Monday, February 28, 2011

I still eat from my garden, I swear....

This soup came from our garden. Em, from two leeks the size of pencils to be precise. Both have been looking guiltily at me in their rain-soaked winter soil so I threw them into a soup with some (intake of breath) - shop bought leeks and potato.
Being a food and gardening fan I can't help feeling guilty when I load up in the local vegetable shop, and even moreso in the supermarket. But not being superhuman I have yet to find the time to grow all my own veg, milk goats every morning and chase a few hens around the sitting room. What veg I do grow is paltry but a very pleasing crop, and unless you have lots of time to do keep a smallholding running at full tilt, the demon activity - food shopping is still a big part of most of our lives.
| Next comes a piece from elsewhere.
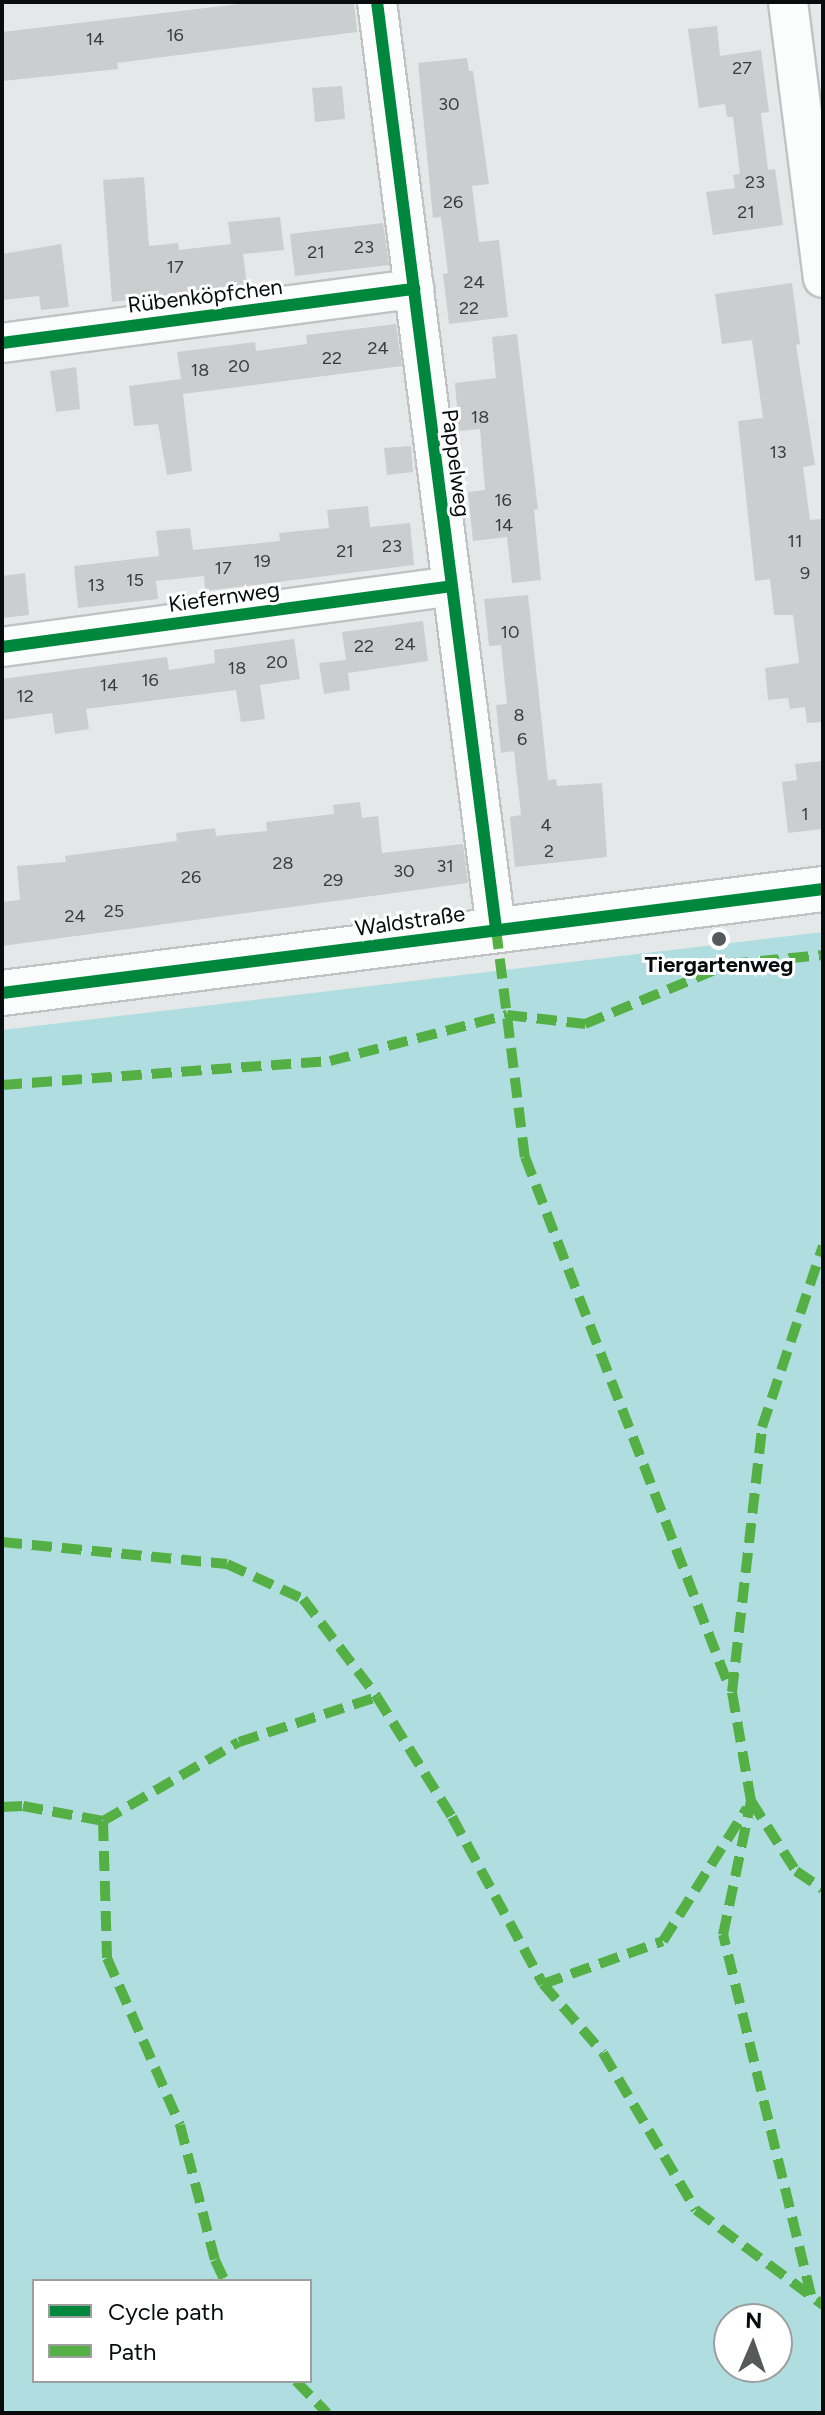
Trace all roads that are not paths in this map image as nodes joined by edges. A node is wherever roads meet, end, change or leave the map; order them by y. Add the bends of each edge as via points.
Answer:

The way I rationalise it is to try and shop locally but I still end up visiting a supermarket once a month. And no, all the veg I buy is not locally farmed. I'm afraid I still like fresh tomatoes in the winter alongside chillies, peppers, aubergines etc, none of which grow in Ireland at this time of year. What I look for is vegetables coming from as near as possible, and buying it from a local person which is easy enough - we've a big veg shop five minutes drive away. He also stocks eggs from a farmer up the road, and Wicklow produce when in season.
It's at least better to spend money in his local business than in the multiples, especially as the food documentary I'm working on is bringing me deeper and deeper into the goings on behind the shiny happy smiles of some of our best known supermarkets. The more I know the more I try to avoid them.
In terms of how they treat Irish suppliers Superquinn and Supervalue seem to come out tops and they have a high level of commitment to stocking Irish beef, pork and chicken. So do Aldi surprisingly enough. These businesses also seem to understand that some, but not all consumers want to buy food from Ireland, so it's money in their pocket as well. There will always be cheap as chips food but there will also be premium customers who want good quality Irish food. It's just sad that more supermarkets don't go this direction.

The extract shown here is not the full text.